Alexandra Brown named 2018 Hertz Fellow
First year graduate student Alexandra Brown has been named one of ten 2018 Fellows by the Fannie and John Hertz Foundation.
Adapted from a March 26, 2018 Press Release from the Hertz Family Foundation.
Alexandra Brown, a first year graduate student in Professor Dan Suess‘ research group, has been chosen out of nearly 700 applicants as one of ten 2018 Fellows by the Fannie and John Hertz Foundation.
Brown hails from Dublin, California and received her undergraduate degree in chemistry from the University of California, Berkeley in 2017. As an undergraduate, she worked in Professor John Arnold’s group studying titanium-aluminum heterobimetallics supported by bridging hydride ligands. Her work expanded the classes of reactions these complexes are known to undergo and provided insight into titanium-doped aluminum hydrogen storage materials. This project led to her interest in understanding the often-complicated electronic structure of multimetallic complexes. Brown’s current research is focused on the reactivity and electronic structure of synthetic metal-chalcogenide clusters, with a particular interest in iron-sulfur clusters. In biological systems, these clusters catalyze synthetically challenging reactions such as the reduction of dinitrogen to ammonia. She is interested in understanding the mechanism of these reactions and in gleaning electronic structure information which may be used to rationally design new catalysts for carrying out these reactions industrially.
The Fannie and John Hertz Foundation is a not-for-profit organization dedicated to empowering America’s most brilliant minds in science, mathematics and engineering. The 2018 class includes six women, the highest proportion of women of any class in the Foundation’s history, with Fellows’ research focusing on chemistry, electrical engineering, computer science, mathematics and physics.
“The 2018 fellowship awardees are an outstanding group of students, with diverse talents and an extraordinary drive to reach new heights in scientific research and technological innovation,”said Robbee Baker Kosak, president, Fannie and John Hertz Foundation.”We are delighted to welcome these six women and four men to the Hertz Community. They join the hundreds of Hertz Fellows who are leading important breakthroughs and developing some of the most important scientific and engineering solutions to challenges in our world today. We look forward to seeing what these 10 women and men contribute to that goal in the coming years.”
The Hertz Foundation is the only organization in the United States that supports PhD candidates for a full five years at one of the Foundation’s numerous partner institutions and grants students total research freedom, ensuring that each Fellow is able to pursue the most compelling, cutting-edge research. Members of Hertz’s 2018 class hail from eight different states and nine different undergraduate schools. Several of this year’s Fellows have already published papers in disciplines from biological chemistry to quantum computing.

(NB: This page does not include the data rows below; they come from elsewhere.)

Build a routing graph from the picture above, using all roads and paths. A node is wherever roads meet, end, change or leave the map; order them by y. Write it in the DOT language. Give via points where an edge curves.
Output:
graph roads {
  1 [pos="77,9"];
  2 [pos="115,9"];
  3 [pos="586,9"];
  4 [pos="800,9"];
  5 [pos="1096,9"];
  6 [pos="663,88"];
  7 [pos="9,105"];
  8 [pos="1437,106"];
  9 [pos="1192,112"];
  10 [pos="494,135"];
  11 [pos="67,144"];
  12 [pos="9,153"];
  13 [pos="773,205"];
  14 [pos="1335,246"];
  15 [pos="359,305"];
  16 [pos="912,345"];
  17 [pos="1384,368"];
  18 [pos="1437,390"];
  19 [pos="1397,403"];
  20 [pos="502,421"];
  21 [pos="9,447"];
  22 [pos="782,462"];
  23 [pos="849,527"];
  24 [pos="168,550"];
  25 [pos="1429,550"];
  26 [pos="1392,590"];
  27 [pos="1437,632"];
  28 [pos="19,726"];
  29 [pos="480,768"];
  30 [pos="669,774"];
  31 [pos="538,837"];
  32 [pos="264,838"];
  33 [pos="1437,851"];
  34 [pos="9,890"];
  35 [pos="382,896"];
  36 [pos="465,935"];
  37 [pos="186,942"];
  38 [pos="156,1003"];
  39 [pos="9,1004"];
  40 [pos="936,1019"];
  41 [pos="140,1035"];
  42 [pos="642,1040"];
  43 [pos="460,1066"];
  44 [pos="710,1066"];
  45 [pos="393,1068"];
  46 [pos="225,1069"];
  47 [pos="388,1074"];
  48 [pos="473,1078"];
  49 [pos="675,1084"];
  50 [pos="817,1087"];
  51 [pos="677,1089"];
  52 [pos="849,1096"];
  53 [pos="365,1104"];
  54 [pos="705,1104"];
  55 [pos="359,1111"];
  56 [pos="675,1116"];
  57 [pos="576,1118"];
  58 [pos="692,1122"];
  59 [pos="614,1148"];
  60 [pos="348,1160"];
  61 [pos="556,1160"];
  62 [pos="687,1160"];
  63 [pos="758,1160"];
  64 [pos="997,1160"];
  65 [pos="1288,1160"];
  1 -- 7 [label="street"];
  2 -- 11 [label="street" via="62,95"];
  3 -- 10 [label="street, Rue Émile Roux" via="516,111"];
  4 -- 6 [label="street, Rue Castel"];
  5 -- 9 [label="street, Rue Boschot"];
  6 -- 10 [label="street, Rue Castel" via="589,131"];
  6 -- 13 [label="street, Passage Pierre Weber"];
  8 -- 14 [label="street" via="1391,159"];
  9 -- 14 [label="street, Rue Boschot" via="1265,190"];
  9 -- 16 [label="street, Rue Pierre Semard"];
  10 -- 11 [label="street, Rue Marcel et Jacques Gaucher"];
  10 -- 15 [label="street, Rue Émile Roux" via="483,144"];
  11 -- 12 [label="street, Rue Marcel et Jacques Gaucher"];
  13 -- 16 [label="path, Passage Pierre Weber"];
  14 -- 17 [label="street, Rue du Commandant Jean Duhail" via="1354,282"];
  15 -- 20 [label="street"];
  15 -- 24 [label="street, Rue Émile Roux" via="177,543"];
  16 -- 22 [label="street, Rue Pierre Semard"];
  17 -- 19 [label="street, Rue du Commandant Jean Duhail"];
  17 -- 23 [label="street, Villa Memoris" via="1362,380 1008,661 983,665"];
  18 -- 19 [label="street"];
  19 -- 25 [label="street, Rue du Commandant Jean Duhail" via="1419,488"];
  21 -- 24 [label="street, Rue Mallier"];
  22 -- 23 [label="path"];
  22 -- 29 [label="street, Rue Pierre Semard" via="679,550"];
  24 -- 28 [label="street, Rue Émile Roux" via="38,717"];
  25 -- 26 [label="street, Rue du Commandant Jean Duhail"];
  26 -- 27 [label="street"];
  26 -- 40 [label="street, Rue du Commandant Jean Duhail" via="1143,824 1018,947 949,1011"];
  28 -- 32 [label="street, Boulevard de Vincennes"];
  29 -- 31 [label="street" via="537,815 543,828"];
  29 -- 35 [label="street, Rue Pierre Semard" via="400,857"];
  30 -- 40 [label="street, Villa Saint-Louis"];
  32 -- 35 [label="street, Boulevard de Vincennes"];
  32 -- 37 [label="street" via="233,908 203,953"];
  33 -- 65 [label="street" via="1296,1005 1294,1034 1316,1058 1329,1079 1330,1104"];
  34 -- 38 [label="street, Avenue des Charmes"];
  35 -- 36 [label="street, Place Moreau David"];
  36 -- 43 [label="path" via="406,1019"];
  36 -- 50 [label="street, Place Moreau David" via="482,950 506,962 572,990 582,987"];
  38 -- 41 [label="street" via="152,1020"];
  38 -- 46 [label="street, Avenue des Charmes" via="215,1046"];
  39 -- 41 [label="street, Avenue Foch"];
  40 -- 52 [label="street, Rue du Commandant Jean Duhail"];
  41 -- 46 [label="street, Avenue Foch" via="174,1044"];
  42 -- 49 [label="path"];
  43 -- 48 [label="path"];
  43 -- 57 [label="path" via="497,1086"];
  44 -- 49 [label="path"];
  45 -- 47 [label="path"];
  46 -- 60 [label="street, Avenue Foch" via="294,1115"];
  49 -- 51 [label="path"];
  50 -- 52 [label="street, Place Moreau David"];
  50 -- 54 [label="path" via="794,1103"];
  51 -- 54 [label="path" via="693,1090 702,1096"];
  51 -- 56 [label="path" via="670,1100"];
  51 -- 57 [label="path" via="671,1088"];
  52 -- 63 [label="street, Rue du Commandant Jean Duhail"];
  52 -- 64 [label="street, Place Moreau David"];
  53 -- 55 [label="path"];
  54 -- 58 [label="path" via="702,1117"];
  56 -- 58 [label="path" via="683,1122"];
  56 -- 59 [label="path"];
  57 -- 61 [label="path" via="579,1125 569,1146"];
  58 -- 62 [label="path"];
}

“Hertz Fellows do extraordinary work and are truly changing the world, so our new Fellows are in fine company,” said Dr. David Galas, Hertz Fellow, chairman of The Fannie and John Hertz Foundation’s board of directors and Principal Scientist at the Pacific Northwest Research Institute. “The fellowship interviewers were amazed by the brilliance and creativity of these young people. I am confident their careers will have great impact on American and global science and technology.”
The Hertz Foundation’s 2018 Fellows currently attend leading U.S. universities and will pursue their PhD work at some of America’s most prestigious universities.